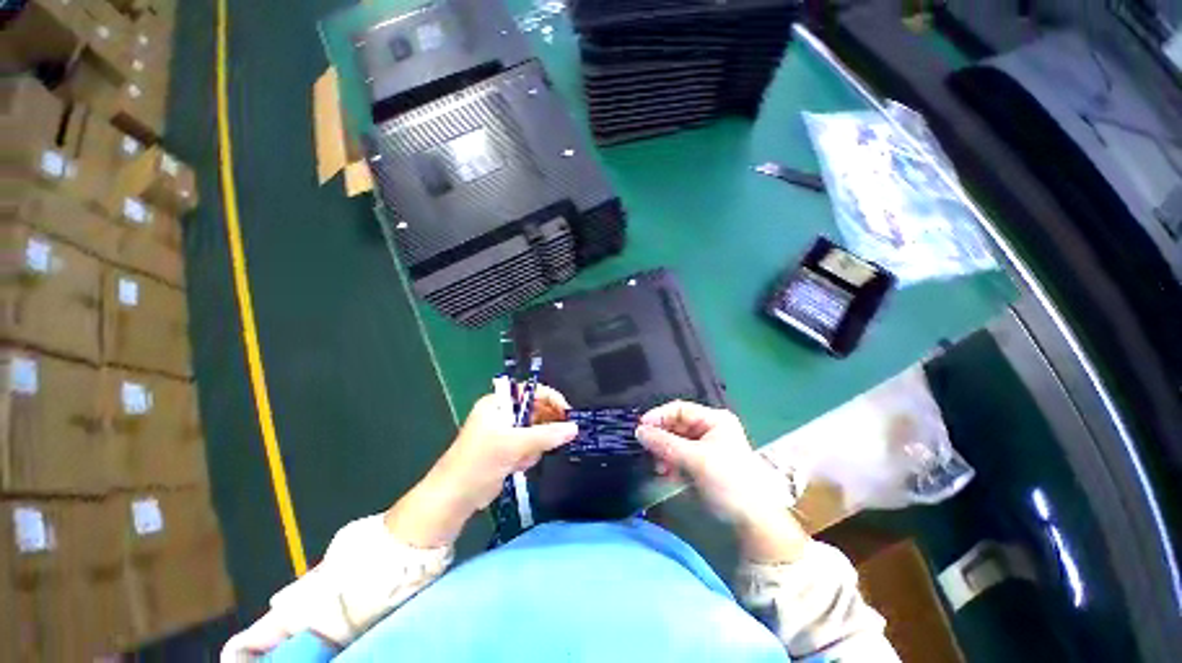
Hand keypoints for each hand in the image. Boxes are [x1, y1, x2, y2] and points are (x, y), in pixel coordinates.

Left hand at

==

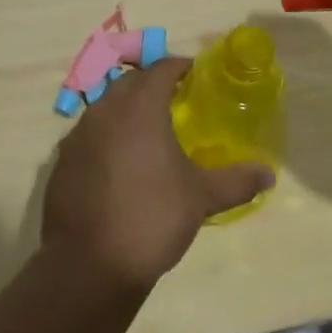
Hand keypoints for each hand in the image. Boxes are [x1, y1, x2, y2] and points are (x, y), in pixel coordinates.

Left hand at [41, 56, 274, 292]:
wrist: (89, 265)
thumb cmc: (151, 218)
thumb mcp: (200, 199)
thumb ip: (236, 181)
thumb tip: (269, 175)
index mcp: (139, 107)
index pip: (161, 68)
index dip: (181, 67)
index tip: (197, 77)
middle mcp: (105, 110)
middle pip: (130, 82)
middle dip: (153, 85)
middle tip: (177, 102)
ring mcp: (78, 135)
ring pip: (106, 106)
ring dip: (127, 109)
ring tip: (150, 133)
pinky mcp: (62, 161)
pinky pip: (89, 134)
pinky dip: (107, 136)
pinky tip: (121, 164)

- _Required work_: From the data above, state how many lines contain the string "index", offering no other words.

- _Task response_: 4